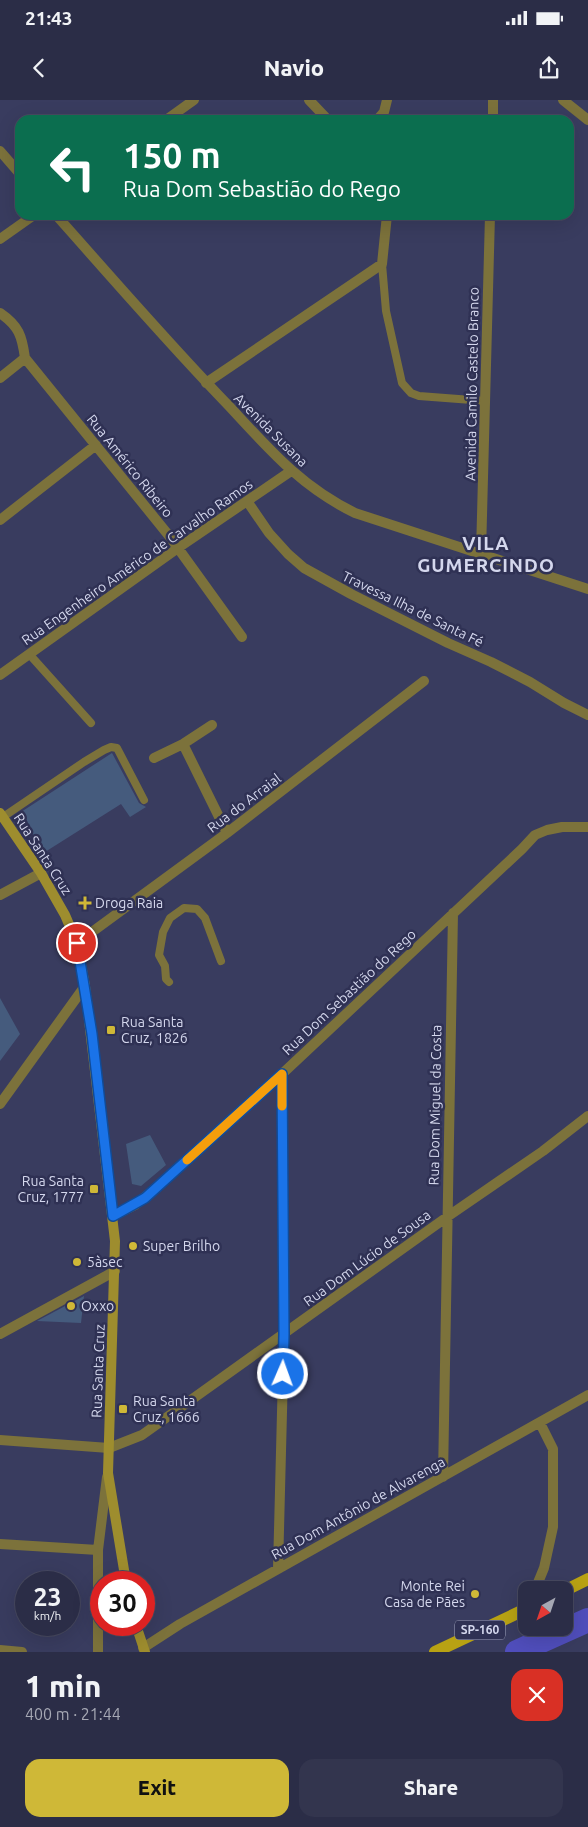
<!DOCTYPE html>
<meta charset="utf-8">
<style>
:root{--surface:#2b2d47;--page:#33354e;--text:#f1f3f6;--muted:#a6a8b4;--line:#474960;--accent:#cfb837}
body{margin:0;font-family:Ubuntu,sans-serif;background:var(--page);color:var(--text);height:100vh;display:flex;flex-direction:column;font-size:19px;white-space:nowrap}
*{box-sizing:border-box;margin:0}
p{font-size:16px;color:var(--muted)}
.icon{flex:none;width:28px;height:28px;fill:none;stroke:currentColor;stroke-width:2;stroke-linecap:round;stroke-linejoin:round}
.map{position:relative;height:1552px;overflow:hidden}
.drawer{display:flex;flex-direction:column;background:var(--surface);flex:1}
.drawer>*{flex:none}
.top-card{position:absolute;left:15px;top:15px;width:559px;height:105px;border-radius:15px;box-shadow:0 5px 20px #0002,0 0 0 1px var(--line);background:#0b6e4f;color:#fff;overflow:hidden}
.needle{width:32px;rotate:220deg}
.fabs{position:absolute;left:518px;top:1481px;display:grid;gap:10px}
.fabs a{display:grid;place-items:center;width:55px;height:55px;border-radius:10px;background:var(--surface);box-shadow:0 5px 20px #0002,0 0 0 1px var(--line);font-size:25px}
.speed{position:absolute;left:15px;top:1471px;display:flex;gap:10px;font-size:25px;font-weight:700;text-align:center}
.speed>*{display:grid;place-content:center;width:65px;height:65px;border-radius:50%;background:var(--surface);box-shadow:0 5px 20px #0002,0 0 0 1px var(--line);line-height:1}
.speed small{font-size:12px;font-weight:400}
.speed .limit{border:8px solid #d22;background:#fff;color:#111}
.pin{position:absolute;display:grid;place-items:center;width:42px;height:42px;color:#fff;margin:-21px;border:2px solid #fff;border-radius:50%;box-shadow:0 1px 5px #0007}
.me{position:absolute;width:55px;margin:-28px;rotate:2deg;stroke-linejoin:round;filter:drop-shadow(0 0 4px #0008)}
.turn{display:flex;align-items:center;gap:18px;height:105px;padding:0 25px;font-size:22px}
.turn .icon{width:65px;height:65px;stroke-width:2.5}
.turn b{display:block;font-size:35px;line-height:42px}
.round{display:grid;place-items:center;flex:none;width:52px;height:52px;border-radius:15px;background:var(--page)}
.summary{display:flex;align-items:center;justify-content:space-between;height:85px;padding:0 25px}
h1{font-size:30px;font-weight:800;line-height:38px}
.primary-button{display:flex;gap:10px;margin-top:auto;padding:10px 25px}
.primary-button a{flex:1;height:58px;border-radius:15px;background:var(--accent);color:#111;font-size:20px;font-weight:800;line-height:58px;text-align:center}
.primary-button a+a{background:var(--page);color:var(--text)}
.status{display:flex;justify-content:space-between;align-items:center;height:35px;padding:0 25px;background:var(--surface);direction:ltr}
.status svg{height:14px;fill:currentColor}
header{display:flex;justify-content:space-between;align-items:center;height:65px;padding:0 25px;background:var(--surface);font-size:22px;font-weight:800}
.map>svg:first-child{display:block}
</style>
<div class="status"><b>21:43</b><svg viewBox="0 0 49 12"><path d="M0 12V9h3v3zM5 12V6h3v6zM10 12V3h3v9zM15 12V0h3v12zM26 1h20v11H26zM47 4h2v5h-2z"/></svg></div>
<header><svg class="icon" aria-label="back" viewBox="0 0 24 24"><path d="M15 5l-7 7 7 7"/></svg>Navio<svg class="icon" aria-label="share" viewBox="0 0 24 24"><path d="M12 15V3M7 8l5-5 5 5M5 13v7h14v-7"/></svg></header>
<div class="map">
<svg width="588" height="1552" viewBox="0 0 588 1552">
<rect width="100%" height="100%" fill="#393c5f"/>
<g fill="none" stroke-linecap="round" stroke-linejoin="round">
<!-- river -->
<path stroke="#504ebc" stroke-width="24" d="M517,1552L588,1520"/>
</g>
<!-- building -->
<path fill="#455b7d" d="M112,653L139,703L146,707L130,717L121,704L45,752L18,714Z
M0,898L20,934L0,961Z
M150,1035L166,1065L141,1086L132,1084L126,1044Z
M84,1196L81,1223L37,1221Z"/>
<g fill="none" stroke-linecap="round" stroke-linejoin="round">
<!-- lane -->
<path stroke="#7c723b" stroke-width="8" d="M382,164L386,211L402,283L411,293L419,296L485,301
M30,555L91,623
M3,717L84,662L104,650L111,647L117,648L144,700
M169,882L166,879L165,866L159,855L163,832L170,818L184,808L197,809L205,818L221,861"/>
<!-- street -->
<path stroke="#7c723b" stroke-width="10" d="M309,0L328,20
M563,0L588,20
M166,20L194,0
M377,20L384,12L387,0
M493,20V0
M0,51L20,74
M56,115C113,179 169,244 229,306C269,349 301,387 355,413L588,489
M0,139L34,115
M0,213C19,226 22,236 25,258L170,437L242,537
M0,278L25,258
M206,283L382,164L387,115
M247,401L269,433L288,454L304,468L351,494L448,543L491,562L530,582L564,603L588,615
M0,420L96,345
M481,453L490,115
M0,575L178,448L291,371
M183,644L227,733
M154,658L183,644L212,625
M0,795L41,773
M77,843L227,733L424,581
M0,1004L85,886
M113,1116L135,1105L155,1089L282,974L522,749L535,735L547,730L562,727H588
M0,1234L115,1171
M0,1340L109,1348L142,1335L447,1117L543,1051L588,1016
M443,1377L453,813
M0,1444L98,1450
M278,1469L284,1234L282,974
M535,1490L544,1468L553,1427V1349L540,1323
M143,1548L180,1524L588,1295
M0,1550L22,1552
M98,1552V1450L107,1377"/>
<!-- secondary -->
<path stroke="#9e8d2e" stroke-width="10" d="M0,713L41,773L65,815L77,843L85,886L115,1141L108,1373L126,1482
M136,1525L145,1552"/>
<!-- primary -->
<path stroke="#b8a213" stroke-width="12" d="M564,1491L588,1479
M435,1552L526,1509"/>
</g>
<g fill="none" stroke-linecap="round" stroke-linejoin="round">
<!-- route casing -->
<g stroke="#114b97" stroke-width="12">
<path id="route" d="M77,843L92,934L113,1116L145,1098L282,974L284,1234L283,1274"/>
</g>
<!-- route -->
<use href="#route" stroke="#1a73e8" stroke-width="9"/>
<!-- slow -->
<path stroke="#f59e0b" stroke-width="9" d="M187,1060L282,974V1006"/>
</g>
<!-- markers -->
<g fill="#cfb837" stroke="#2f3154" stroke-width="2">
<path d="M82.5 795.5h5v5h5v5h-5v5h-5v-5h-5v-5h5z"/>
<rect x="106" y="925" width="10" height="10" rx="2.5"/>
<rect x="89" y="1084" width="10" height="10" rx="2.5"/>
<circle cx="133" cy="1146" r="5"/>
<circle cx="77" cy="1162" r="5"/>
<circle cx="71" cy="1206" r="5"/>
<rect x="118" y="1304" width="10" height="10" rx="2.5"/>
<circle cx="475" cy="1494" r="5"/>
</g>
<g text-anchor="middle" stroke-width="5" stroke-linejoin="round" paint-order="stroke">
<!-- shield labels -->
<rect fill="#2f3154" stroke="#a2a5bf" stroke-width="1" x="455" y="1520.5" width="50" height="19" rx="4"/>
<g font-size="12" font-weight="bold" fill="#d4d7ed">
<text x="480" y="1534">SP-160</text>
</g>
<!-- street labels -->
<g font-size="14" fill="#d4d7ed" stroke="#2f3154">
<text transform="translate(472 284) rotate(-89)" y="5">Avenida Camilo Castelo Branco</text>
<text transform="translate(271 330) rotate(45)" y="5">Avenida Susana</text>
<text transform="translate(130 366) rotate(51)" y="5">Rua Américo Ribeiro</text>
<text transform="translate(137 462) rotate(-35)" y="5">Rua Engenheiro Américo de Carvalho Ramos</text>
<text transform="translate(413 509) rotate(26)" y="5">Travessa Ilha de Santa Fé</text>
<text transform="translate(244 703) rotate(-37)" y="5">Rua do Arraial</text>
<text transform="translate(43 754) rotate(57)" y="5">Rua Santa Cruz</text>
<text transform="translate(349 892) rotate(-43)" y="5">Rua Dom Sebastião do Rego</text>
<text transform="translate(435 1005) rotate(-89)" y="5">Rua Dom Miguel da Costa</text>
<text transform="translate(367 1158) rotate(-36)" y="5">Rua Dom Lúcio de Sousa</text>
<text transform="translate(98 1271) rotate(-88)" y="5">Rua Santa Cruz</text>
<text transform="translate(358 1408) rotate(-29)" y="5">Rua Dom Antônio de Alvarenga</text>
</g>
<!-- poi labels -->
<g font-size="14" fill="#d4d7ed" stroke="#2f3154" text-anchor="start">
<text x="95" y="808">Droga Raia</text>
<text x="121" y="927">Rua Santa<tspan x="121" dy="16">Cruz, 1826</tspan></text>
<text x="84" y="1086" text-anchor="end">Rua Santa<tspan x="84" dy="16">Cruz, 1777</tspan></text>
<text x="143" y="1151">Super Brilho</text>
<text x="87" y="1167">5àsec</text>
<text x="81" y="1211">Oxxo</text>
<text x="133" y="1306">Rua Santa<tspan x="133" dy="16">Cruz, 1666</tspan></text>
<text x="465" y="1491" text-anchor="end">Monte Rei<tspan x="465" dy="16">Casa de Pães</tspan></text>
</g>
<!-- district labels -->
<g font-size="19" font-weight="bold" letter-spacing="1" fill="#d4d7ed" stroke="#2f3154">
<text x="486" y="450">VILA<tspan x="486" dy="22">GUMERCINDO</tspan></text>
</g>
</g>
</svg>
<div class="fabs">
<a><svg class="needle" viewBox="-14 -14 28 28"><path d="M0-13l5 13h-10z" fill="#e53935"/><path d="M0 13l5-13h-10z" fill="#a6a8b4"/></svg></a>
</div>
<div class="speed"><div>23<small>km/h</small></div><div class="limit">30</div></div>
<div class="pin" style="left:77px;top:843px;background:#d93025"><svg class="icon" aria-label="arrive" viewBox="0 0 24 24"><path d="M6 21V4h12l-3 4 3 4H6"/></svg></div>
<svg class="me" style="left:283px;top:1274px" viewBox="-20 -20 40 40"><circle r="17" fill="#1a73e8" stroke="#fff" stroke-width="3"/><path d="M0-11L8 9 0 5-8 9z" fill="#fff"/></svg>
<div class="top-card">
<div class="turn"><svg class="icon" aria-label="left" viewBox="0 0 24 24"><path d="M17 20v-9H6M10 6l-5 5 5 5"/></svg><div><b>150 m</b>Rua Dom Sebastião do Rego</div></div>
</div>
</div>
<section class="drawer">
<div class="summary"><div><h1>1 min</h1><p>400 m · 21:44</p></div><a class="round" style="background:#d93025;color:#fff"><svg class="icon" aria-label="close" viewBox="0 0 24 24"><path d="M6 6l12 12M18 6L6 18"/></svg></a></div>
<div class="primary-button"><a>Exit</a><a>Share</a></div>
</section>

▸ DESCRIPTION OF THE TASK
Lines containing the word "solid" are to be pulled from the records and copied.

▸ YOUR RESPONSE
.speed .limit{border:8px solid #d22;background:#fff;color:#111}
.pin{position:absolute;display:grid;place-items:center;width:42px;height:42px;color:#fff;margin:-21px;border:2px solid #fff;border-radius:50%;box-shadow:0 1px 5px #0007}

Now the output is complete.